▶ DIRECTIONS:
Each record below is to be set down again precisely.

▶ Dataset entries:
::::
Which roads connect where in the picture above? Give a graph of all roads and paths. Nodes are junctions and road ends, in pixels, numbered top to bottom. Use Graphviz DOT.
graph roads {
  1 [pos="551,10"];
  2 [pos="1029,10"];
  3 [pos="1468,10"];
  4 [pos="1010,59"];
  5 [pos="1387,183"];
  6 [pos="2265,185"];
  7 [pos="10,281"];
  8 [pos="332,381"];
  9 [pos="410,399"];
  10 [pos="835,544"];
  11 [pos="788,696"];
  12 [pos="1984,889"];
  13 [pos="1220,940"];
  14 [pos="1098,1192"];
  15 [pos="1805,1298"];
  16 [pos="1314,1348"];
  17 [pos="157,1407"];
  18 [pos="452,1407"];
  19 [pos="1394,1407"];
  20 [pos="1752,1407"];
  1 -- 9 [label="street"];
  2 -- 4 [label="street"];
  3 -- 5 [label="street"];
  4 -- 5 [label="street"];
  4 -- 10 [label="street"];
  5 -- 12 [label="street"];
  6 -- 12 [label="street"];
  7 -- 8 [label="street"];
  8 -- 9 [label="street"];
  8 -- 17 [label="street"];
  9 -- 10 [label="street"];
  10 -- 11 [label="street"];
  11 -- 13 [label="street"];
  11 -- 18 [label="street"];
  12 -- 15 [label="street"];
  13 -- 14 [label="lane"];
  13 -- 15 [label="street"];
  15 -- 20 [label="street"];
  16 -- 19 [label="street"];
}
::::
▶ THE ANSWER:
Which roads connect where in the picture above? Give a graph of all roads and paths. Nodes are junctions and road ends, in pixels, numbered top to bottom. Use Graphviz DOT.
graph roads {
  1 [pos="551,10"];
  2 [pos="1029,10"];
  3 [pos="1468,10"];
  4 [pos="1010,59"];
  5 [pos="1387,183"];
  6 [pos="2265,185"];
  7 [pos="10,281"];
  8 [pos="332,381"];
  9 [pos="410,399"];
  10 [pos="835,544"];
  11 [pos="788,696"];
  12 [pos="1984,889"];
  13 [pos="1220,940"];
  14 [pos="1098,1192"];
  15 [pos="1805,1298"];
  16 [pos="1314,1348"];
  17 [pos="157,1407"];
  18 [pos="452,1407"];
  19 [pos="1394,1407"];
  20 [pos="1752,1407"];
  1 -- 9 [label="street"];
  2 -- 4 [label="street"];
  3 -- 5 [label="street"];
  4 -- 5 [label="street"];
  4 -- 10 [label="street"];
  5 -- 12 [label="street"];
  6 -- 12 [label="street"];
  7 -- 8 [label="street"];
  8 -- 9 [label="street"];
  8 -- 17 [label="street"];
  9 -- 10 [label="street"];
  10 -- 11 [label="street"];
  11 -- 13 [label="street"];
  11 -- 18 [label="street"];
  12 -- 15 [label="street"];
  13 -- 14 [label="lane"];
  13 -- 15 [label="street"];
  15 -- 20 [label="street"];
  16 -- 19 [label="street"];
}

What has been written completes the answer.